Wedding ceremonies are complicated occasions. For many women, this one day is the culmination of years of dreams and imagining perfection. It's an expensive day for many couples and their families, and that stress adds to the complication. This weekend I carried the lens bag and other equipment as my friend Christa shot a wedding in Indianapolis. I got the microscopic view of just what a unique, pressure-filled role Christa fulfills. She is paid to capture every moment for the couple and for posterity. A narrative is born as the camera clicks away. As I learned this weekend, performing this function well is just another piece of her artistry.
My daughter and I were subjects for Christa's art when she documented our fashion session this winter for my 4040 list. From my own experience, I knew that the bride and groom were in good hands, but I was blown away when I witnessed Christa operate in wedding mode.
The Wedding Day is comprised of 12-15 hours of preparation, ceremony, and celebration.
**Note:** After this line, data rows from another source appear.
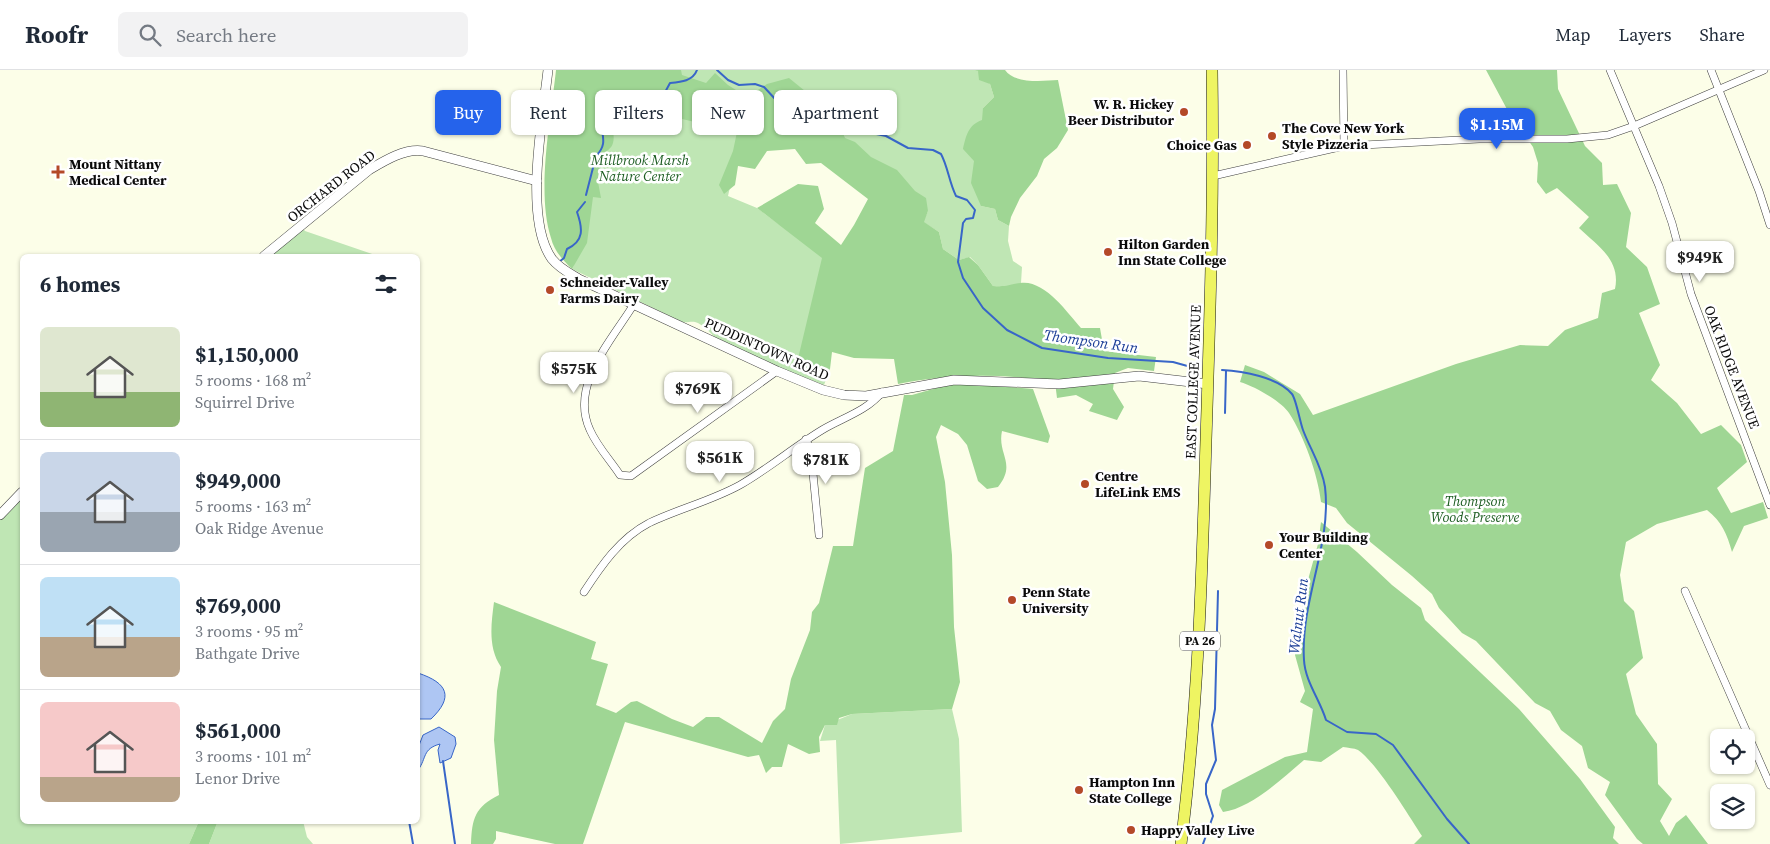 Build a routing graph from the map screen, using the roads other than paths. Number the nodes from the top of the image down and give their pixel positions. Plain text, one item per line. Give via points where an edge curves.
1 (548, 70) edge
2 (1212, 70) edge
3 (1343, 70) edge
4 (1610, 70) edge
5 (1711, 70) edge
6 (1764, 70) edge
7 (1719, 89) junction
8 (1634, 126) junction
9 (1344, 146) junction
10 (1213, 176) junction
11 (537, 181) junction
12 (1770, 225) edge
13 (266, 254) edge
14 (634, 304) junction
15 (777, 371) junction
16 (1208, 384) junction
17 (883, 392) junction
18 (806, 439) junction
19 (1767, 488) edge
20 (20, 494) edge
21 (1770, 505) edge
22 (0, 515) edge
23 (819, 535) dead end
24 (1685, 591) dead end
25 (584, 592) dead end
26 (1770, 785) edge
27 (1181, 844) edge

1 - 11 street, PUDDINTOWN ROAD
2 - 10 main road, EAST COLLEGE AVENUE / PA 26
3 - 9 street
4 - 8 street, OAK RIDGE AVENUE
5 - 7 street
6 - 7 street
7 - 8 street
7 - 12 street
8 - 9 street via 1596,137
8 - 19 street, OAK RIDGE AVENUE via 1672,223 1694,302
9 - 10 street
10 - 16 main road, EAST COLLEGE AVENUE / PA 26
11 - 13 street, ORCHARD ROAD via 423,151 410,152 369,170
11 - 14 street, PUDDINTOWN ROAD via 541,230 551,258 579,279
14 - 15 street, PUDDINTOWN ROAD
14 - 15 street via 591,373 584,401 590,430 620,475 630,476
15 - 17 street, PUDDINTOWN ROAD via 844,395 866,396
16 - 17 street, PUDDINTOWN ROAD via 1139,376 1059,384 972,380
16 - 27 main road, EAST COLLEGE AVENUE / PA 26 via 1197,692
17 - 18 street via 867,407
18 - 23 street via 811,453
18 - 25 street via 742,484 647,524 602,565
19 - 21 street, OAK RIDGE AVENUE
20 - 22 street
24 - 26 street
In between those highlight moments, there are a host of variables that in the wrong dose can make wedding chaos: missed timelines, family dynamics, guests' experience, overheated and antsy groomsmen and ushers, camera-shy grooms, too many drinks poured. Christa juggled all of those scenarios and more.
The linen-tuxedoed St. Bernard dog-baby of the couple got separation anxiety at the slightest hint that it was time to leave the wedding party. It took the groom and dog handler minutes to wrangle the dog back to the car. Wedding photos without a groom are generally discouraged, so we waited as precious minutes leading to the scheduled start time of the reception ticked away—time that needed to be devoted the couple's portraits.
Christa takes her responsibility as the documenter of All Things Important seriously. She also has a knack for putting nervous brides at ease. Before the ceremony, the mother of the bride arrived late. She was distracted and disheveled from the last-minute preparations. She was agitated and hesitant about being ready to stand in front of the camera at the scheduled time. Christa nimbly changed her plans, got the shots she wanted, and helped calm the mother and settle her into the task of getting her hair and make-up done.
“The great thing is, the wedding doesn't start until you are ready,” she reminded the bride. Later as we waited for the groom to return, Christa coached the bride that a few minutes late to the reception was not the end of the world. “You have nothing to apologize for on your wedding day,” Christa comforted the bride as she apologized for the delays and other details. As Christa said these words, and repeated similar ones throughout the day and evening, I watched the bride's shoulders relax and her beautiful smile return.
Christa's artistry was on display again and again. I watched Christa do all of these things AND take photos. I know this couple will love the photos and moments Christa captured long after the hangovers fade and the honeymoon is over.